(Task goal)
Transcribe the material verbatim, starting at its first line and stopping once the line containing "cairo_set_miter_limit(c, 4);" has been given; no picture should appear.

·····

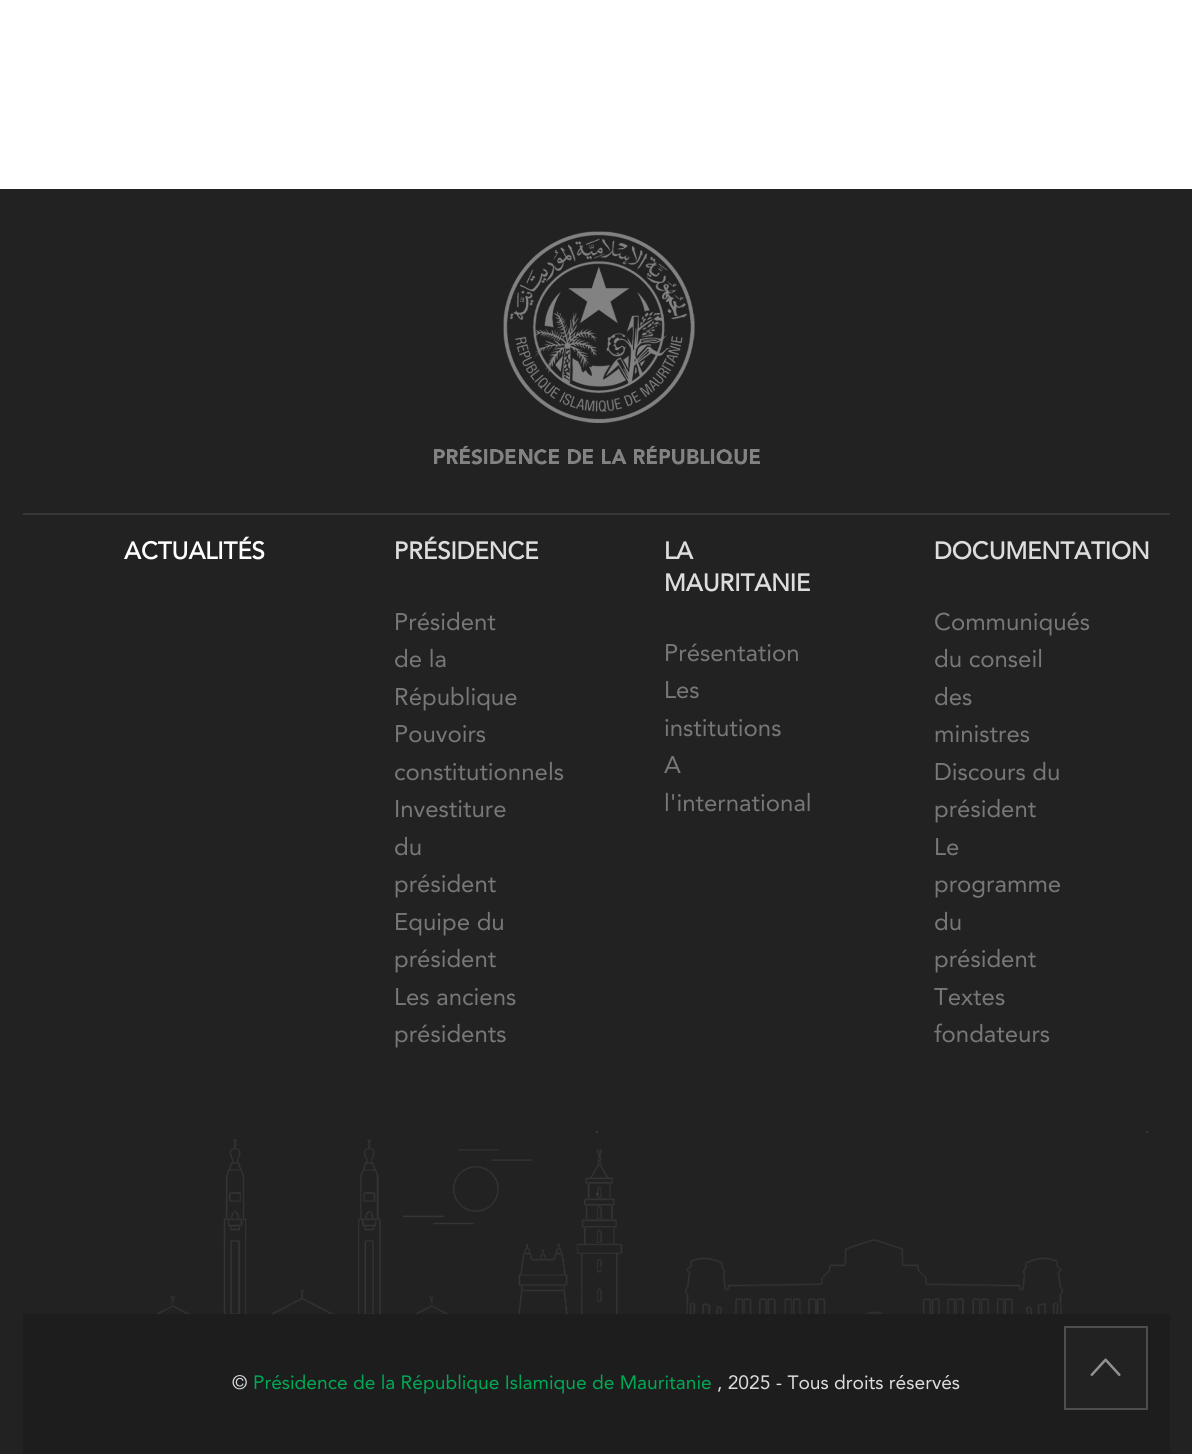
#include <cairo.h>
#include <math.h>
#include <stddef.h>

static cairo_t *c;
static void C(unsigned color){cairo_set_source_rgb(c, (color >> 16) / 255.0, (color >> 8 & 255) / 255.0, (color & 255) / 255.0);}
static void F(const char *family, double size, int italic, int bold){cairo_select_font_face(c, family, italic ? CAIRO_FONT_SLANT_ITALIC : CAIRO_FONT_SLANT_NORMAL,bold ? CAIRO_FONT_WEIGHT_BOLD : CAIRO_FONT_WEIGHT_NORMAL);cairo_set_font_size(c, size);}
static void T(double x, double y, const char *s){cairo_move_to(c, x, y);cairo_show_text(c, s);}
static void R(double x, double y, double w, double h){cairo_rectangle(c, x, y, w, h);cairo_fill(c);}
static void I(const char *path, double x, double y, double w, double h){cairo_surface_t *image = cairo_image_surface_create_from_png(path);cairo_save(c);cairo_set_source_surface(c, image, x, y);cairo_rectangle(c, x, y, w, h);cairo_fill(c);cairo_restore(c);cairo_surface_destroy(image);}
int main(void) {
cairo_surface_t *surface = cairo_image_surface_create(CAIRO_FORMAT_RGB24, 1192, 1454);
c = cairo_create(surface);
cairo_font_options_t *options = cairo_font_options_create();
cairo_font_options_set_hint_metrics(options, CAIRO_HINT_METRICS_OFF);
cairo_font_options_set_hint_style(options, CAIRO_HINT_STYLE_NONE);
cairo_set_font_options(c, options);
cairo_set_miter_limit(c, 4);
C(0x222222);
cairo_paint(c);
C(0xffffff);
R(0,0,1192,189);
I("1.png",120,1139,947,175);
C(0x383838);
R(23,513,1147,2);
I("2.png",434,231,326,234);
F("Avenir",24,0,1);
C(0xffffff);
T(124,559,"ACTUALITÉS");
C(0xdddddd);
T(394,559,"PRÉSIDENCE");
F("Avenir",24,0,0);
C(0x797878);
T(394,630,"Président");
T(394,667,"de la");
T(394,705,"République");
T(394,742,"Pouvoirs");
T(394,780,"constitutionnels");
T(394,817,"Investiture");
T(394,855,"du");
T(394,892,"président");
T(394,930,"Equipe du");
T(394,967,"président");
T(394,1005,"Les anciens");
T(394,1042,"présidents");
F("Avenir",24,0,1);
C(0xdddddd);
T(664,559,"LA");
T(664,591,"MAURITANIE");
F("Avenir",24,0,0);
C(0x797878);
T(664,661,"Présentation");
T(664,698,"Les");
T(664,736,"institutions");
T(664,773,"A");
T(664,811,"l'international");
F("Avenir",24,0,1);
C(0xdddddd);
T(934,559,"DOCUMENTATION");
F("Avenir",24,0,0);
C(0x797878);
T(934,630,"Communiqués");
T(934,667,"du conseil");
T(934,705,"des");
T(934,742,"ministres");
T(934,780,"Discours du");
T(934,817,"président");
T(934,855,"Le");
T(934,892,"programme");
T(934,930,"du");
T(934,967,"président");
T(934,1005,"Textes");
T(934,1042,"fondateurs");
C(0x383838);
R(596,1131,2,2);
R(1146,1131,2,2);
cairo_set_source_rgba(c,1,1,1,0.1);
R(596,1193,2,2);
C(0x1d1d1d);
R(23,1314,1147,140);
F("Avenir",19.2,0,0);
C(0xdddddd);
T(232,1389,"©");
C(0x00aa55);
T(253,1389,"Présidence de la République Islamique de Mauritanie");
C(0xdddddd);
T(717,1389,", 2025 - Tous droits réservés");
C(0x222222);
cairo_rectangle(c,1065,1327,82,82);
cairo_fill_preserve(c);
C(0x4e4e4e);
cairo_stroke(c);
I("3.png",1090,1358,31,18);
cairo_surface_write_to_png(surface, "o.png");
cairo_font_options_destroy(options);
cairo_destroy(c);
cairo_surface_destroy(surface);
return 0;
}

·····

(Your solution)
#include <cairo.h>
#include <math.h>
#include <stddef.h>

static cairo_t *c;
static void C(unsigned color){cairo_set_source_rgb(c, (color >> 16) / 255.0, (color >> 8 & 255) / 255.0, (color & 255) / 255.0);}
static void F(const char *family, double size, int italic, int bold){cairo_select_font_face(c, family, italic ? CAIRO_FONT_SLANT_ITALIC : CAIRO_FONT_SLANT_NORMAL,bold ? CAIRO_FONT_WEIGHT_BOLD : CAIRO_FONT_WEIGHT_NORMAL);cairo_set_font_size(c, size);}
static void T(double x, double y, const char *s){cairo_move_to(c, x, y);cairo_show_text(c, s);}
static void R(double x, double y, double w, double h){cairo_rectangle(c, x, y, w, h);cairo_fill(c);}
static void I(const char *path, double x, double y, double w, double h){cairo_surface_t *image = cairo_image_surface_create_from_png(path);cairo_save(c);cairo_set_source_surface(c, image, x, y);cairo_rectangle(c, x, y, w, h);cairo_fill(c);cairo_restore(c);cairo_surface_destroy(image);}
int main(void) {
cairo_surface_t *surface = cairo_image_surface_create(CAIRO_FORMAT_RGB24, 1192, 1454);
c = cairo_create(surface);
cairo_font_options_t *options = cairo_font_options_create();
cairo_font_options_set_hint_metrics(options, CAIRO_HINT_METRICS_OFF);
cairo_font_options_set_hint_style(options, CAIRO_HINT_STYLE_NONE);
cairo_set_font_options(c, options);
cairo_set_miter_limit(c, 4);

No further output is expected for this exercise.